9fans - fans of the OS Plan 9 from Bell Labs
 help / color / mirror / Atom feed
From: Georg Lehner <jorge-plan9@magma.com.ni>
To: Fans of the OS Plan 9 from Bell Labs <9fans@9fans.net>
Subject: [9fans] walk and find again
Date: Tue,  9 Feb 2010 07:32:28 +0100	[thread overview]
Message-ID: <4B71017C.8080505@magma.com.ni> (raw)

walk, find, locate and friends try to cope with exploring filesystem
metadata at breadth
and length effectively, efficiently and with controlled time/space
consumption.

Proposal: walkfs(4) (or finds, or indexfs, or sphinx, or ...)

walkfs serves a filesystem tree similar to network devices.  A 'clone'
file is used to create new connection to the metadata database.  Each
connection subdirectory contains the following files (and maybe more):
root, data, ctl, size, count, stat, metadata.

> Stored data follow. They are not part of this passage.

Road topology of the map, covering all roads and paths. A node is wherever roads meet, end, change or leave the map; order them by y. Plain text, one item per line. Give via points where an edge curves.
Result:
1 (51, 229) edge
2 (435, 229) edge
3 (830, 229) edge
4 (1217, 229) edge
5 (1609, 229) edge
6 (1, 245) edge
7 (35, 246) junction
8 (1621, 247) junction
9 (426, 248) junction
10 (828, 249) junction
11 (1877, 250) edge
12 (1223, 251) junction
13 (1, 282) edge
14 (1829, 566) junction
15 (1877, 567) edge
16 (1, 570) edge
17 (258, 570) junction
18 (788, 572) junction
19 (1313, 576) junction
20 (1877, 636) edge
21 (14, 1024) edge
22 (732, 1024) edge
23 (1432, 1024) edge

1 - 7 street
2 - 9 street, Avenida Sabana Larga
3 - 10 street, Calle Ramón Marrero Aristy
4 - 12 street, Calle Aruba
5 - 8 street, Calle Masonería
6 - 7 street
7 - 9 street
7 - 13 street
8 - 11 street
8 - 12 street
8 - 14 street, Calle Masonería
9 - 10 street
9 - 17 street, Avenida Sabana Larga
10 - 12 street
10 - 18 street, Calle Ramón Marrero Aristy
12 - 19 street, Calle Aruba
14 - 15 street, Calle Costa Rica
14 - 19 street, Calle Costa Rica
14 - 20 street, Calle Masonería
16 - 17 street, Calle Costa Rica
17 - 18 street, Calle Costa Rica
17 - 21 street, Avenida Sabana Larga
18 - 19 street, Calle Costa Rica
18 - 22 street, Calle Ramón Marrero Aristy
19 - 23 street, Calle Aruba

Writing a string "subdir" to the 'root' file (re)starts a walk through
the designated
subdirectory. Each read from the 'data' file returns the next path
found. EOF indicates
that the walk has terminated.

Query constraints and walking indications can be written to the 'ctl'
files as
attribute=value pairs.  Example:
"user=glenda traversal=depth depth=3 type=file mode=u=r".
The ctl message "mode=sync" indicates that the walker thread writing to
the data file
and the reading process synchornize on each found path.  The message
"mode=async" allows the walker thread to run ahead of the reader.  The
message
"mode=stat" does not write any found path to the data file, but just
updates size and
count (see below).

The stat file indicates the current status of traversal. If it is "eof"
the count file holds
the number of found files and the stat size file holds the total size in
bytes of all found files. While in traversal (stat is "walking") the
size and count files hold the totals up to the moment.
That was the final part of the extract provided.